Molti deputati e senatori del PCI e del PSI denunciarono in Parlamento la brutalità delle forze di polizia a fronte di un’azione sostanzialmente pacifica di occupazione e lavorazione delle terre incolte, ma, nonostante ciò, l’azione repressiva continuò nei giorni successivi con gli arresti di Felice Cacciatore (segretario della CGIL di Veglie), di Cosimo Lega e Pietro Mellone di Nardò (consigliere comunale del PCI il primo, segretario della CGIL l’altro), di Giuseppe Scalcione (segretario della sezione del PCI di Leverano), di Mario Montinaro (segretario della CGIL di Salice), di Carlo De Vitis di Lecce, di Cesare Reo (segretario della CGIL di Supersano) e dello stesso segretario provinciale del PCI Giovanni Leucci. I partiti della sinistra e la CGIL sollecitavano l’adozione di iniziative politiche e parlamentari per la liberazione dei lavoratori e dei loro dirigenti politici e sindacali. Il 2 febbraio vennero scarcerati Leucci, Casalino e un gruppo di lavoratori. Qualche giorno dopo la Confederterra nazionale prese posizione sulla vicenda denunciando le gravi condizioni di miseria nelle quali versava la provincia di Lecce e chiedendo l’adozione di un provvedimento legislativo che prevedesse l’inclusione della stessa nelle previsioni di esproprio della legge stralcio. Il successivo processo a carico di quanti erano stati rinviati a giudizio (assistiti da un collegio di difensori di cui facevano parte, oltre agli avvocati del foro leccese Giovanni Guacci, Fulvio Rizzo, Vittorio Aymone e Pantaleo Ingusci, anche Fausto Gullo, Mario Assennato, Lelio Basso e Umberto Terracini) costituì l’occasione per una battaglia politica di portata nazionale. Con sentenza emessa dalla Corte d’Assise di Lecce il 24/4/1951, venticinque imputati furono condannati a un mese di reclusione e a £. 6.000 di multa, tutti gli altri vennero assolti. Nel corso della Conferenza dell’Agricoltura per la Rinascita dell’Arneo, tenuta a Veglie il 10/12/ 1961 nel decimo anniversario di quella lotta, così Giorgio Casalino ricordava quelle giornate:
[…] grandi masse di più partiti e di tutti i sindacati seguirono l’indirizzo della Camera Confederale del Lavoro occupando le macchie dell’Arneo; in quei giorni centinaia di bandiere rosse e tricolori garrivano al vento issate dai giovani braccianti su cumuli di pietra o su olivastri. La lotta fu dura e contrastata, vi furono centinaia di arresti ma ben presto il governo estese alla provincia di Lecce la legge stralcio e gli Enti di Riforma […][2].

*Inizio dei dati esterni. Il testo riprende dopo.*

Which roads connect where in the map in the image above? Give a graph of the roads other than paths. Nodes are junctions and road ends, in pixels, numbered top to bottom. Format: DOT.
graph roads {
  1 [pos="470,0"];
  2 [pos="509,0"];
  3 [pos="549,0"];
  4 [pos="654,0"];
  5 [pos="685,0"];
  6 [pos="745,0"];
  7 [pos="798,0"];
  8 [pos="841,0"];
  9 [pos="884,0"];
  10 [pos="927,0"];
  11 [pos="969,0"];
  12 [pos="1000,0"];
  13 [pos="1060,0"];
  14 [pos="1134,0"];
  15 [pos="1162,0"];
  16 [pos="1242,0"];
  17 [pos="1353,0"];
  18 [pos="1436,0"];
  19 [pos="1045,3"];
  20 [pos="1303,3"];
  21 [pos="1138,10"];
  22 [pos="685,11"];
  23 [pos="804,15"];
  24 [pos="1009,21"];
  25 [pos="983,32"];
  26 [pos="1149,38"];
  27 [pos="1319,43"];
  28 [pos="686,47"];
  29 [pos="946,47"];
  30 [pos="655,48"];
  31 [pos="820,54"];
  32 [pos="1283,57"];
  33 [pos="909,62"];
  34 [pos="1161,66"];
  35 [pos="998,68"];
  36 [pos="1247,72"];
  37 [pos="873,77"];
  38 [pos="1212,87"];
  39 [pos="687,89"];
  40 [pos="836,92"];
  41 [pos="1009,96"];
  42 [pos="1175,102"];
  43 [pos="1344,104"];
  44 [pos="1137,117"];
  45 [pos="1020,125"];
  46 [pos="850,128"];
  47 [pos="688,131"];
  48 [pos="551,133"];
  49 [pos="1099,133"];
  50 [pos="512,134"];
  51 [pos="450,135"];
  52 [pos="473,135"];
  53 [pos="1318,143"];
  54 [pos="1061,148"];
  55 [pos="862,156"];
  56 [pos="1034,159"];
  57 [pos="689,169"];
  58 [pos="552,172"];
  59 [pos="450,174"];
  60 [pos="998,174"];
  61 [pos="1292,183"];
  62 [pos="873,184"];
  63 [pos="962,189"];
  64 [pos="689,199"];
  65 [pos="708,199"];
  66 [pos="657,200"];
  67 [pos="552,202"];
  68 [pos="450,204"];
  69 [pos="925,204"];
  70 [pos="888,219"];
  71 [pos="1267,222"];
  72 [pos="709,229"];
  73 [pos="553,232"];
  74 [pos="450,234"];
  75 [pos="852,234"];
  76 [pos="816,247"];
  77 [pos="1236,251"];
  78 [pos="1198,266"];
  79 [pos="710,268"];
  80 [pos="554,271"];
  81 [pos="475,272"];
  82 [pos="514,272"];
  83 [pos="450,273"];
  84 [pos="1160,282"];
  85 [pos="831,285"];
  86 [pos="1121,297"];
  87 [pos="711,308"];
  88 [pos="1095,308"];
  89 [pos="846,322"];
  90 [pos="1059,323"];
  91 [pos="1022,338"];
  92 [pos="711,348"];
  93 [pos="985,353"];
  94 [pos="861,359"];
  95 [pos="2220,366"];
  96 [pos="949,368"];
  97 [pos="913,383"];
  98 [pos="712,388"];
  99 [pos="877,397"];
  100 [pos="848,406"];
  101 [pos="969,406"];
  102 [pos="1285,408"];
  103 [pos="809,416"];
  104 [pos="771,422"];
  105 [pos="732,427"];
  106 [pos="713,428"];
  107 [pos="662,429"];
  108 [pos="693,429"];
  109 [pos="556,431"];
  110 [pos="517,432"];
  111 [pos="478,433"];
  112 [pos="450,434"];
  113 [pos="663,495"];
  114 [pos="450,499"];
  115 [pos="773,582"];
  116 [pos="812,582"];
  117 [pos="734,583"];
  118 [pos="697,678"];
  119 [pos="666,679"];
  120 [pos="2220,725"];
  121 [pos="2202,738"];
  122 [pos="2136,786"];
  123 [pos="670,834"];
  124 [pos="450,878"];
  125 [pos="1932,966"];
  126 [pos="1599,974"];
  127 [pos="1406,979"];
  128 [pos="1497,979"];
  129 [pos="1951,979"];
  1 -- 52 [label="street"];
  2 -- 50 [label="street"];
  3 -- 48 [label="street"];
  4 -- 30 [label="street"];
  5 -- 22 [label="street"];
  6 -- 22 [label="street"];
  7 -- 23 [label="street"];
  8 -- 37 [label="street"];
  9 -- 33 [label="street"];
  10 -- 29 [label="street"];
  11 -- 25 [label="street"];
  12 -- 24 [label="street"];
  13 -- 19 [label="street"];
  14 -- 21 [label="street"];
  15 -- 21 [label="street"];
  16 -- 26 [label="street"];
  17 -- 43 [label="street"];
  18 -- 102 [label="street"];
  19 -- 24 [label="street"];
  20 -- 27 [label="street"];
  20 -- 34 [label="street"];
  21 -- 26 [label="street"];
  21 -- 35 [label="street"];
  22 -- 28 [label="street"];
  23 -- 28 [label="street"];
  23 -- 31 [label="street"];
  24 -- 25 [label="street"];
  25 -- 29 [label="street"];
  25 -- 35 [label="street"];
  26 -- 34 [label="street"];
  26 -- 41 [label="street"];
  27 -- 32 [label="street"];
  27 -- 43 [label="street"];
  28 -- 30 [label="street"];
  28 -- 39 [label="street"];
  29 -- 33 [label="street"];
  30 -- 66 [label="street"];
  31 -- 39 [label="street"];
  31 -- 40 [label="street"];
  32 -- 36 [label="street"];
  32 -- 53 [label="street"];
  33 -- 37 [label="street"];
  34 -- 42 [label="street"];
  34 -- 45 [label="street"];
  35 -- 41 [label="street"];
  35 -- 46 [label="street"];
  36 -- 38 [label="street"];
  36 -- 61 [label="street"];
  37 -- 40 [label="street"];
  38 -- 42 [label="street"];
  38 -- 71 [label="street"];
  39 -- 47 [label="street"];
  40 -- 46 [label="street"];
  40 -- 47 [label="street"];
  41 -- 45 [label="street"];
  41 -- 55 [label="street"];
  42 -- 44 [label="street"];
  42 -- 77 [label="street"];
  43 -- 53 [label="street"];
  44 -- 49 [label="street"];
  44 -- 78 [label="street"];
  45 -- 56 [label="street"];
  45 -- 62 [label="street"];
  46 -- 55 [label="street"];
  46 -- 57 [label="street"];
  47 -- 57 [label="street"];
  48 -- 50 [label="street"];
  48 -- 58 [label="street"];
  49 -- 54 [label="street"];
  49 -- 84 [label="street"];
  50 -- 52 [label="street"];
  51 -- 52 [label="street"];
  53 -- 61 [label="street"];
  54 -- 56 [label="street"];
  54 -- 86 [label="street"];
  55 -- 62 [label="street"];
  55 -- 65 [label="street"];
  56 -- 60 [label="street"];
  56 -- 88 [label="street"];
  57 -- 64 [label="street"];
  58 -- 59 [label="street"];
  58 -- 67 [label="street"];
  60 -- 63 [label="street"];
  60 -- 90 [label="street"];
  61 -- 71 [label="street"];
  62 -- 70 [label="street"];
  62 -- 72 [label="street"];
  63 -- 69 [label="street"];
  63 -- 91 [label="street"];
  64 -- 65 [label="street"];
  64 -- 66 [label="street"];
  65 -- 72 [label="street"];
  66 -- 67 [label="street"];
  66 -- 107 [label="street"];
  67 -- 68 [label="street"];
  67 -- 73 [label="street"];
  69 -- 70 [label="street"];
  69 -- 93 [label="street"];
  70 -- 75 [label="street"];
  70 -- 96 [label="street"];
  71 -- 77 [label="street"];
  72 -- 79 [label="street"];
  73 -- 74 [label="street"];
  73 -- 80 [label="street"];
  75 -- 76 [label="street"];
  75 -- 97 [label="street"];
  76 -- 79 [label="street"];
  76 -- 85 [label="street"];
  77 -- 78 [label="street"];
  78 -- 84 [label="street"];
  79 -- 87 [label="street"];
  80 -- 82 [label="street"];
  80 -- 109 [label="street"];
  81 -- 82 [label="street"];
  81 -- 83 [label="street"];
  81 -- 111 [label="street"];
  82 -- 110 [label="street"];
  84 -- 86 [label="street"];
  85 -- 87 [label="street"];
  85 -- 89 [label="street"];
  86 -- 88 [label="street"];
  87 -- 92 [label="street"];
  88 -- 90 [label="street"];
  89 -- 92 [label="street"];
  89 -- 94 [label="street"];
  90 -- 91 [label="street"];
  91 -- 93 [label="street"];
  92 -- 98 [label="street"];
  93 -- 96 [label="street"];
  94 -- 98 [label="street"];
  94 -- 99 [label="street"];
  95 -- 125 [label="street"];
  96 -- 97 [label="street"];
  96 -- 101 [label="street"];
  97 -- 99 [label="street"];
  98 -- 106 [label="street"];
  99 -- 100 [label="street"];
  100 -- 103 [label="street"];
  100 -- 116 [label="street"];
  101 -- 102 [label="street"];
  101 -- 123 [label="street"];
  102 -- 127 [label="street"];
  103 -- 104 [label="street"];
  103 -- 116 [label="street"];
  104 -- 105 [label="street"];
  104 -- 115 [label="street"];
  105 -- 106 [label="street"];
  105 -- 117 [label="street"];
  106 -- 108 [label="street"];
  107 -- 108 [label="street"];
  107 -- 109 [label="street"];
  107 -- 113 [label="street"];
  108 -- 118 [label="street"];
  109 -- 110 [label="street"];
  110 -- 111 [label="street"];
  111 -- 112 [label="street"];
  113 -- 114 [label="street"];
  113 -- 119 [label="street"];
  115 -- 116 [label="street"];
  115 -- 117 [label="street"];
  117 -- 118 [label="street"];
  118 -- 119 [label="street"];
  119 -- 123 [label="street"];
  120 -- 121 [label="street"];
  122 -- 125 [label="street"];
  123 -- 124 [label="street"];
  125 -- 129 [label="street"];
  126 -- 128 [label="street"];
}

Con D.P.R. n. 67 del 7/2/1951 fu istituita presso l’Ente per lo sviluppo dell’irrigazione e la trasformazione fondiaria in Puglia e Lucania una sezione speciale per la riforma. La provincia di Lecce fu inclusa nel comprensorio di riforma per una superficie di 55.000 ettari su complessivi 266.000. I terreni inclusi nelle aree suscettibili di espropriazione ricadevano nei comuni di Nardò, Otranto, S. Cesarea Terme, Lecce, Surbo, Melendugno e Vernole. Le concessioni (in realtà molto limitate) vennero effettuate nella forma dell’assegnazione di poderi (che potevano avere un’estensione da 5 a 9 ettari) ai contadini privi di terra, e di quote (da un minimo di 1 a un massimo di 3 ettari) ai piccoli proprietari. Il 29 marzo 1951 presso la sede della CGIL di Veglie, alla presenza dei segretari delle Camere del Lavoro dei paesi interessati e del rappresentante della Confederterra Antonio Ventura, furono fissate le prime quote da assegnare ai comuni di Carmiano (35 ettari), Copertino (30), Guagnano (20), Leverano (30), Monteroni (5), Nardò (20), Salice (35), e Veglie (40); altri 320 ettari delle masserie Fattizze, Case Arse e Chiusurella furono concessi alle cooperative ACLI Vita Nuova di Lecce e Fede e Speranza di Carmiano; altre zone vennero concesse alla cooperativa Giacomo Matteotti di Galatina e all’Associazione Combattenti e Reduci di Veglie. Sulle modalità di distribuzione delle terre, in proprietà o in enfiteusi, sotto forma di appoderamenti individuali o di cooperative, sulla politica discriminatoria adottata dagli Enti di riforma e su altri temi legati alla riforma agraria, si sviluppò all’interno della CGIL provinciale e dei partiti della sinistra (in primo luogo il PCI) un forte dibattito[3].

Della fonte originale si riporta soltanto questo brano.